- Problem details -
Pick out the lines below that include the string "MARIO".

- Records provided -
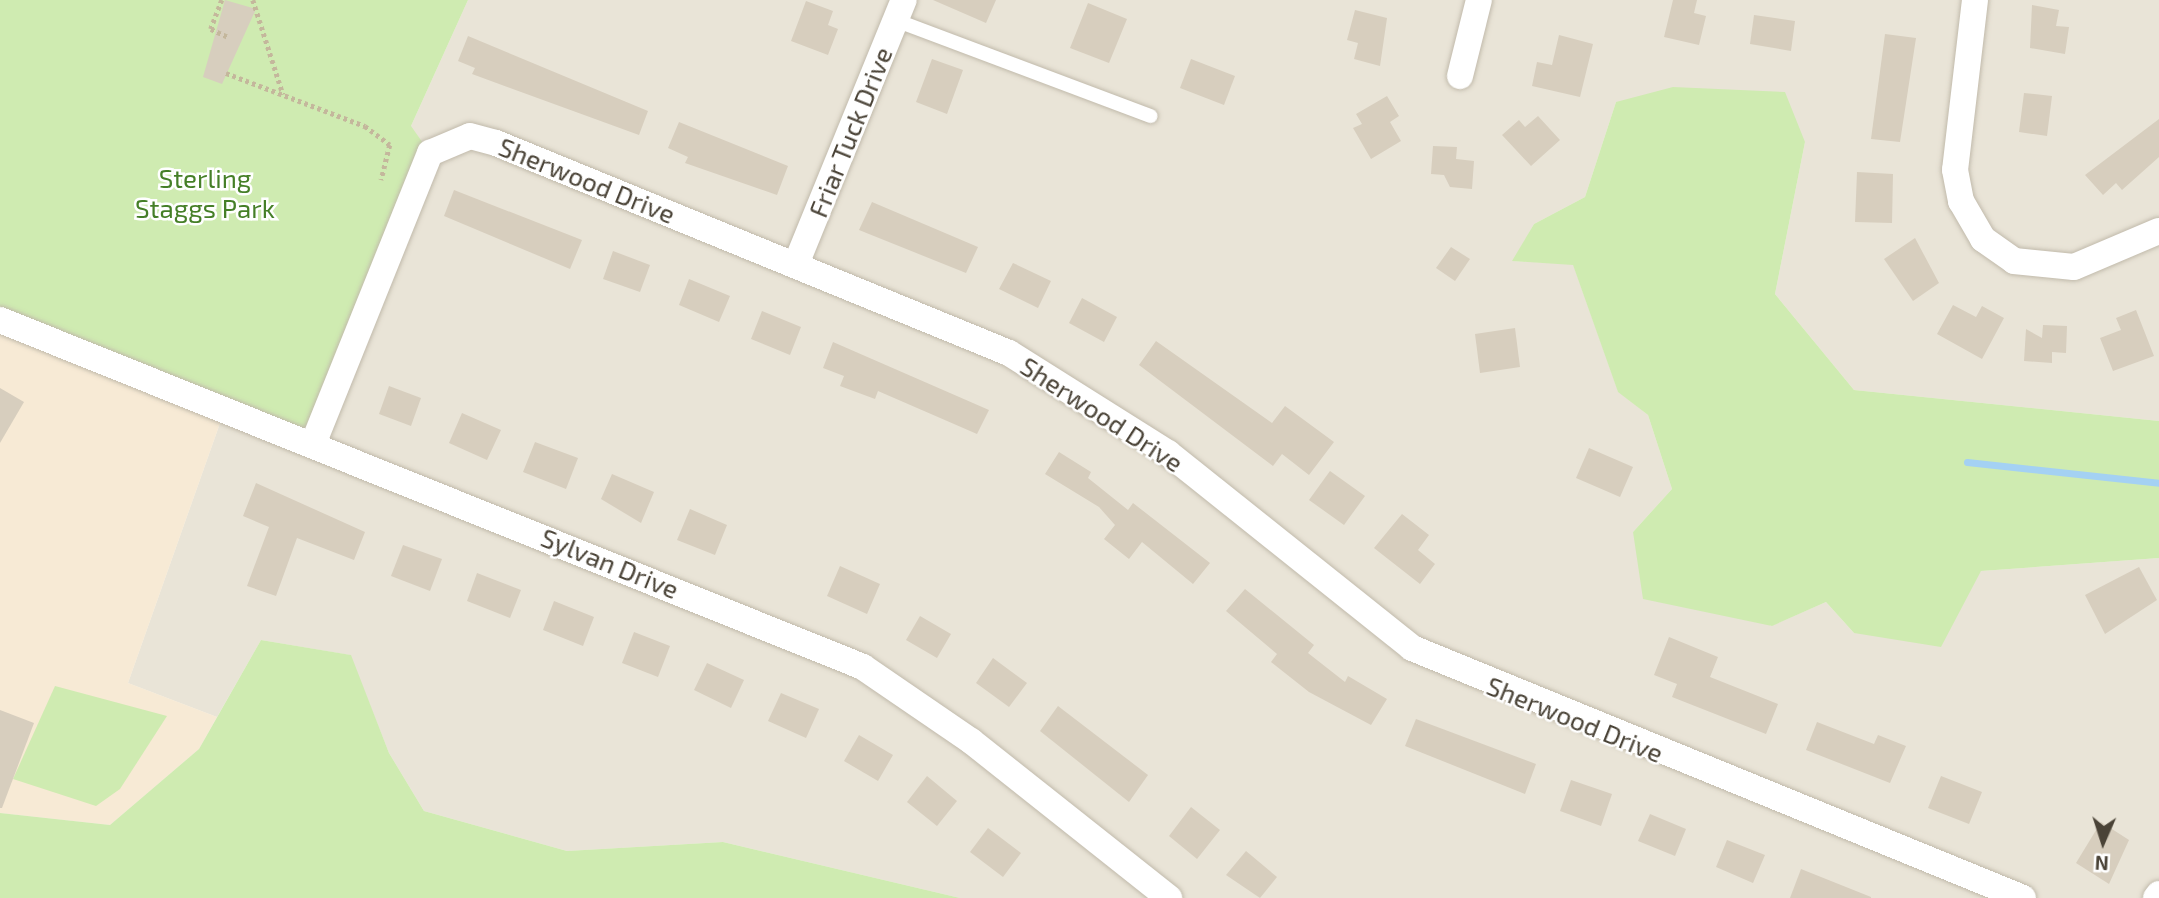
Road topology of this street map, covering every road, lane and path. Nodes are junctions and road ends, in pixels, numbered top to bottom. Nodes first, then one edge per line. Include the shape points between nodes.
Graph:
1 (222, 0) edge
2 (253, 0) edge
3 (1479, 0) edge
4 (1975, 0) edge
5 (900, 10) edge
6 (228, 37) dead end
7 (226, 73) dead end
8 (1460, 76) dead end
9 (284, 94) junction
10 (1152, 116) dead end
11 (381, 180) dead end
12 (2159, 231) edge
13 (796, 264) junction
14 (0, 320) edge
15 (313, 444) junction
16 (1169, 898) edge
17 (2022, 898) edge

1 - 6 path via 211,29
2 - 9 path
3 - 8 street
4 - 12 street via 1955,170 1961,201 1983,239 2014,261 2074,268
5 - 10 lane
5 - 13 street, Friar Tuck Drive
7 - 9 path
9 - 11 path via 379,135 390,145 391,158
13 - 15 street, Sherwood Drive via 496,143 453,140 430,153
13 - 17 street, Sherwood Drive via 1009,353 1096,406 1168,453 1412,648
14 - 15 street, Sylvan Drive
15 - 16 street, Sylvan Drive via 863,667 971,741

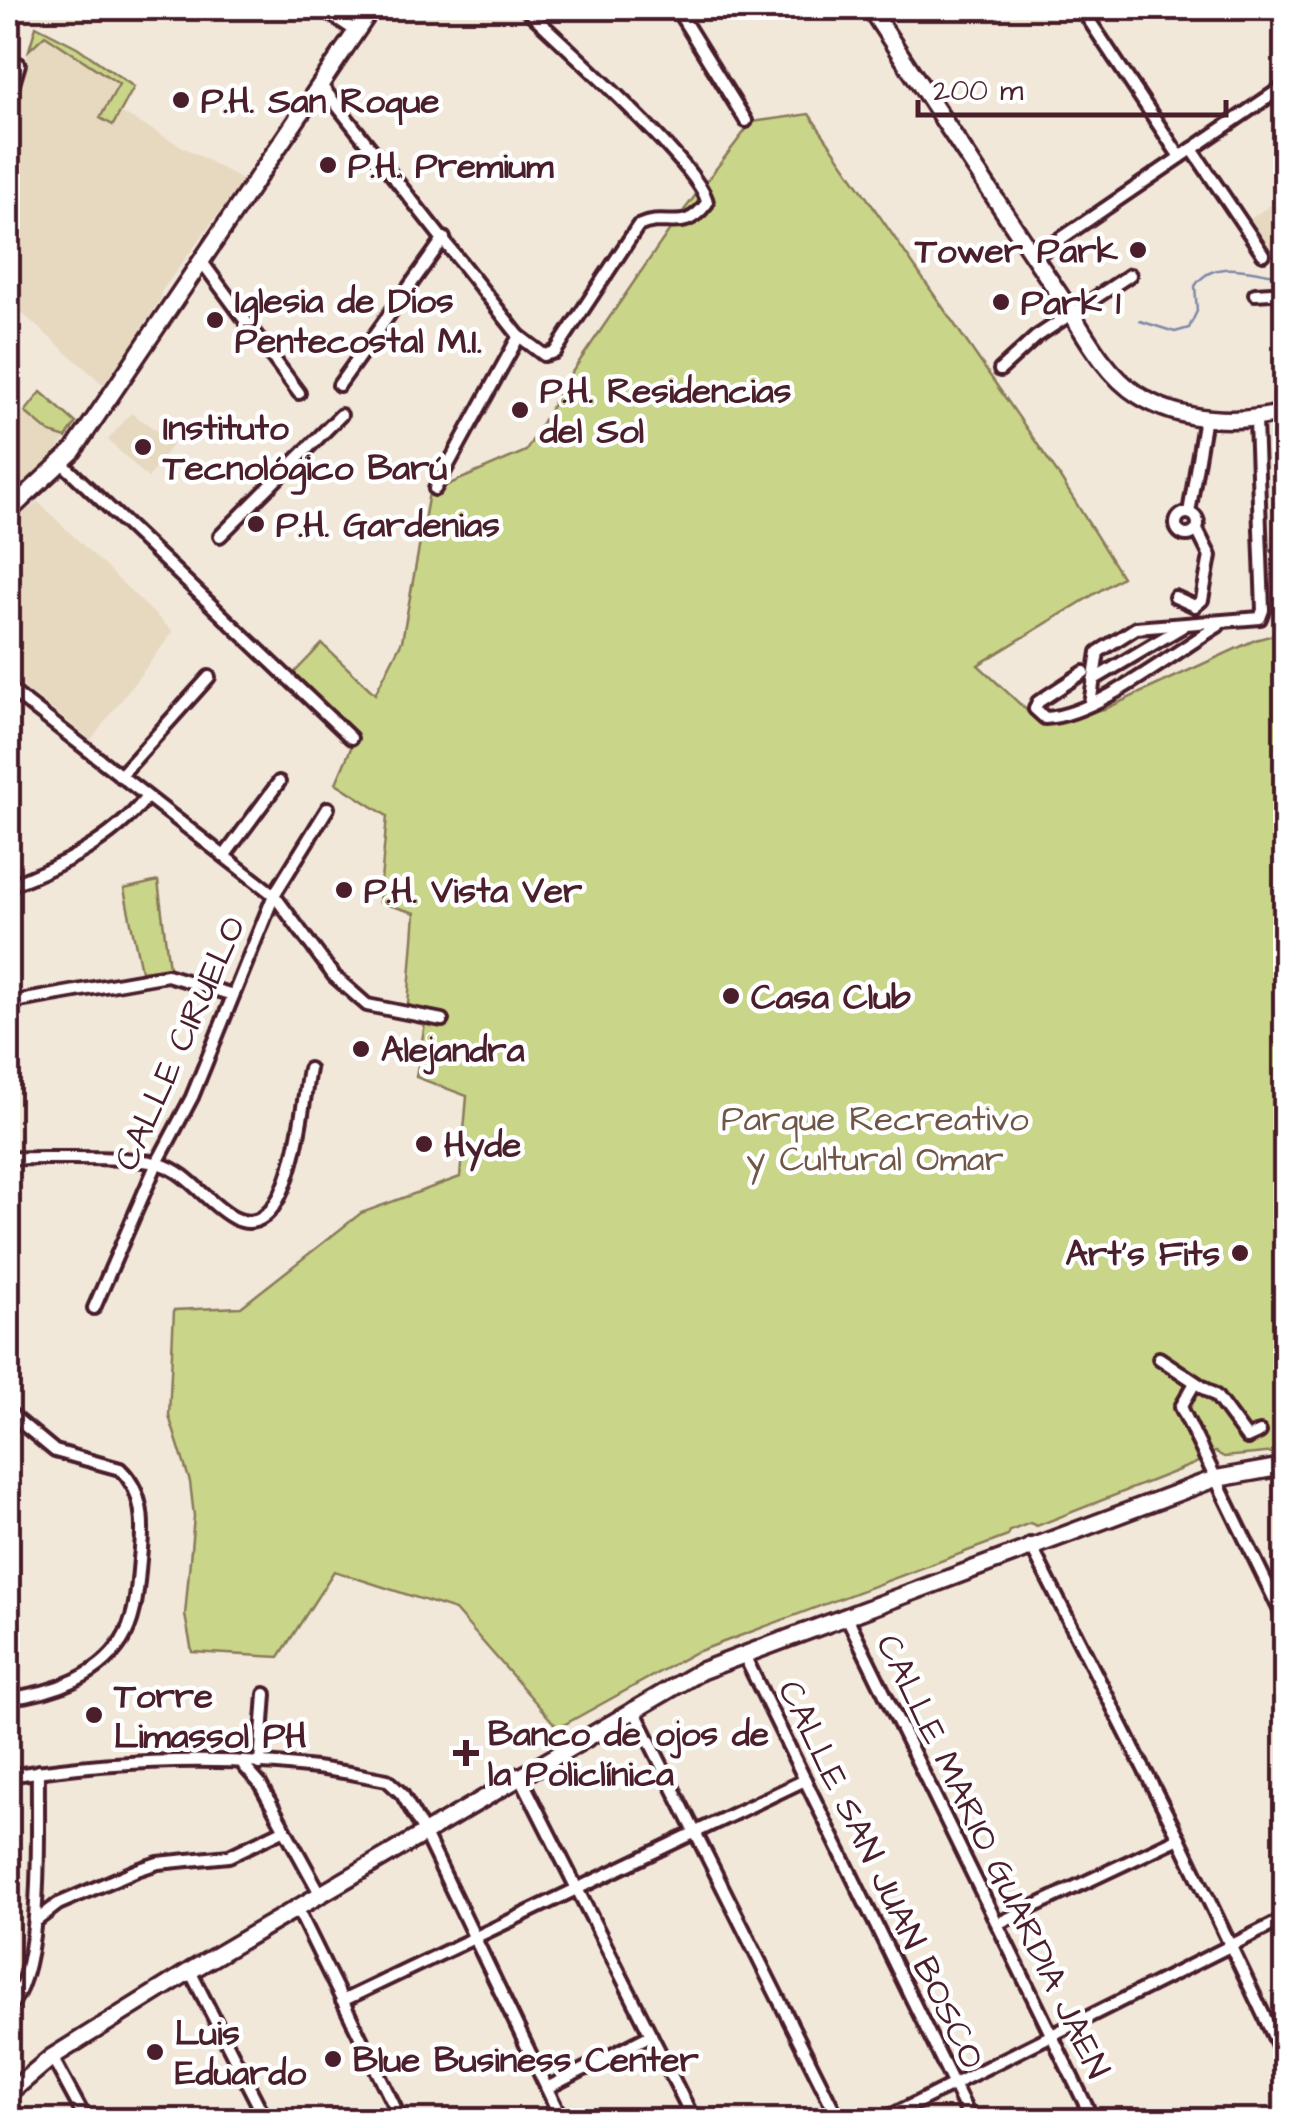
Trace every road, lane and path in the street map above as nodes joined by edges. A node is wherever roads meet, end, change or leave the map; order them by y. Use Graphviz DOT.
graph roads {
  1 [pos="322,8"];
  2 [pos="372,8"];
  3 [pos="525,8"];
  4 [pos="676,8"];
  5 [pos="870,8"];
  6 [pos="1081,8"];
  7 [pos="356,31"];
  8 [pos="20,64"];
  9 [pos="320,84"];
  10 [pos="1286,85"];
  11 [pos="8,101"];
  12 [pos="746,121"];
  13 [pos="1192,149"];
  14 [pos="1180,156"];
  15 [pos="444,238"];
  16 [pos="1263,254"];
  17 [pos="1034,257"];
  18 [pos="202,262"];
  19 [pos="1130,275"];
  20 [pos="1286,292"];
  21 [pos="1255,294"];
  22 [pos="1072,314"];
  23 [pos="519,336"];
  24 [pos="1000,370"];
  25 [pos="340,386"];
  26 [pos="299,393"];
  27 [pos="1286,412"];
  28 [pos="341,415"];
  29 [pos="1205,417"];
  30 [pos="1256,420"];
  31 [pos="62,463"];
  32 [pos="436,489"];
  33 [pos="8,512"];
  34 [pos="1189,514"];
  35 [pos="1197,530"];
  36 [pos="220,536"];
  37 [pos="1175,597"];
  38 [pos="1222,624"];
  39 [pos="1185,625"];
  40 [pos="1089,676"];
  41 [pos="209,677"];
  42 [pos="8,688"];
  43 [pos="1090,704"];
  44 [pos="351,738"];
  45 [pos="120,776"];
  46 [pos="280,782"];
  47 [pos="146,798"];
  48 [pos="328,808"];
  49 [pos="225,856"];
  50 [pos="8,886"];
  51 [pos="274,895"];
  52 [pos="233,995"];
  53 [pos="8,1002"];
  54 [pos="442,1020"];
  55 [pos="309,1069"];
  56 [pos="8,1158"];
  57 [pos="157,1163"];
  58 [pos="94,1308"];
  59 [pos="1159,1358"];
  60 [pos="1196,1383"];
  61 [pos="8,1412"];
  62 [pos="1260,1432"];
  63 [pos="1286,1466"];
  64 [pos="1214,1479"];
  65 [pos="1030,1544"];
  66 [pos="846,1615"];
  67 [pos="1286,1623"];
  68 [pos="743,1653"];
  69 [pos="265,1694"];
  70 [pos="8,1698"];
  71 [pos="633,1708"];
  72 [pos="239,1762"];
  73 [pos="260,1764"];
  74 [pos="308,1769"];
  75 [pos="38,1772"];
  76 [pos="519,1774"];
  77 [pos="8,1776"];
  78 [pos="805,1780"];
  79 [pos="260,1784"];
  80 [pos="284,1829"];
  81 [pos="696,1831"];
  82 [pos="424,1832"];
  83 [pos="1179,1838"];
  84 [pos="576,1888"];
  85 [pos="321,1895"];
  86 [pos="297,1908"];
  87 [pos="1286,1918"];
  88 [pos="36,1921"];
  89 [pos="999,1923"];
  90 [pos="474,1939"];
  91 [pos="1231,1947"];
  92 [pos="190,1971"];
  93 [pos="342,2001"];
  94 [pos="8,2008"];
  95 [pos="651,2035"];
  96 [pos="1053,2035"];
  97 [pos="52,2057"];
  98 [pos="1286,2062"];
  99 [pos="954,2084"];
  100 [pos="546,2088"];
  101 [pos="8,2094"];
  102 [pos="86,2120"];
  103 [pos="266,2120"];
  104 [pos="401,2120"];
  105 [pos="562,2120"];
  106 [pos="694,2120"];
  107 [pos="839,2120"];
  108 [pos="882,2120"];
  109 [pos="971,2120"];
  110 [pos="1093,2120"];
  1 -- 7 [label="street"];
  2 -- 7 [label="street"];
  3 -- 23 [label="street"];
  4 -- 12 [label="street"];
  5 -- 17 [label="street"];
  6 -- 14 [label="street"];
  7 -- 9 [label="street"];
  8 -- 11 [label="street"];
  9 -- 15 [label="street"];
  9 -- 18 [label="street"];
  10 -- 13 [label="street"];
  13 -- 14 [label="street"];
  13 -- 16 [label="street"];
  14 -- 17 [label="street"];
  15 -- 23 [label="street"];
  15 -- 25 [label="street"];
  17 -- 22 [label="street"];
  18 -- 26 [label="street"];
  18 -- 31 [label="street"];
  19 -- 22 [label="street"];
  20 -- 21 [label="street"];
  22 -- 24 [label="street"];
  22 -- 29 [label="street"];
  23 -- 32 [label="street"];
  27 -- 30 [label="street"];
  28 -- 36 [label="street"];
  29 -- 30 [label="street"];
  29 -- 34 [label="street"];
  30 -- 38 [label="street"];
  31 -- 33 [label="street"];
  31 -- 44 [label="street"];
  34 -- 35 [label="street"];
  34 -- 35 [label="street"];
  35 -- 37 [label="street"];
  38 -- 39 [label="street"];
  38 -- 43 [label="street"];
  39 -- 40 [label="street"];
  39 -- 40 [label="street"];
  40 -- 43 [label="street"];
  40 -- 43 [label="street"];
  41 -- 45 [label="street"];
  42 -- 45 [label="street"];
  45 -- 47 [label="street"];
  46 -- 49 [label="street"];
  47 -- 49 [label="street"];
  47 -- 50 [label="street"];
  48 -- 51 [label="street, CALLE CIRUELO"];
  49 -- 51 [label="street"];
  51 -- 52 [label="street, CALLE CIRUELO"];
  51 -- 54 [label="street"];
  52 -- 53 [label="street"];
  52 -- 57 [label="street, CALLE CIRUELO"];
  55 -- 57 [label="street"];
  56 -- 57 [label="street"];
  57 -- 58 [label="street, CALLE CIRUELO"];
  59 -- 60 [label="street"];
  60 -- 62 [label="street"];
  60 -- 64 [label="street"];
  61 -- 70 [label="street"];
  63 -- 64 [label="street"];
  64 -- 65 [label="street"];
  64 -- 67 [label="street"];
  65 -- 66 [label="street"];
  65 -- 83 [label="street"];
  66 -- 68 [label="street"];
  66 -- 89 [label="street, CALLE MARIO GUARDIA JAEN"];
  68 -- 71 [label="street"];
  68 -- 78 [label="street, CALLE SAN JUAN BOSCO"];
  69 -- 73 [label="street"];
  71 -- 76 [label="street"];
  71 -- 81 [label="street"];
  72 -- 73 [label="street"];
  72 -- 75 [label="street"];
  72 -- 79 [label="street"];
  73 -- 74 [label="street"];
  74 -- 79 [label="street"];
  74 -- 82 [label="street"];
  75 -- 77 [label="street"];
  75 -- 88 [label="street"];
  76 -- 82 [label="street"];
  76 -- 84 [label="street"];
  78 -- 81 [label="street"];
  78 -- 99 [label="street, CALLE SAN JUAN BOSCO"];
  79 -- 80 [label="street"];
  80 -- 85 [label="street"];
  80 -- 88 [label="street"];
  81 -- 84 [label="street"];
  81 -- 107 [label="street"];
  82 -- 85 [label="street"];
  82 -- 90 [label="street"];
  83 -- 89 [label="street"];
  83 -- 91 [label="street"];
  84 -- 90 [label="street"];
  84 -- 95 [label="street"];
  85 -- 86 [label="street"];
  86 -- 92 [label="street"];
  86 -- 93 [label="street"];
  87 -- 91 [label="street"];
  88 -- 94 [label="street"];
  89 -- 96 [label="street, CALLE MARIO GUARDIA JAEN"];
  90 -- 93 [label="street"];
  90 -- 100 [label="street"];
  91 -- 96 [label="street"];
  91 -- 98 [label="street"];
  92 -- 97 [label="street"];
  92 -- 103 [label="street"];
  93 -- 104 [label="street"];
  95 -- 100 [label="street"];
  95 -- 106 [label="street"];
  96 -- 99 [label="street"];
  96 -- 110 [label="street, CALLE MARIO GUARDIA JAEN"];
  97 -- 101 [label="street"];
  97 -- 102 [label="street"];
  99 -- 108 [label="street"];
  99 -- 109 [label="street, CALLE SAN JUAN BOSCO"];
  100 -- 105 [label="street"];
}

- Response -
  66 -- 89 [label="street, CALLE MARIO GUARDIA JAEN"];
  89 -- 96 [label="street, CALLE MARIO GUARDIA JAEN"];
  96 -- 110 [label="street, CALLE MARIO GUARDIA JAEN"];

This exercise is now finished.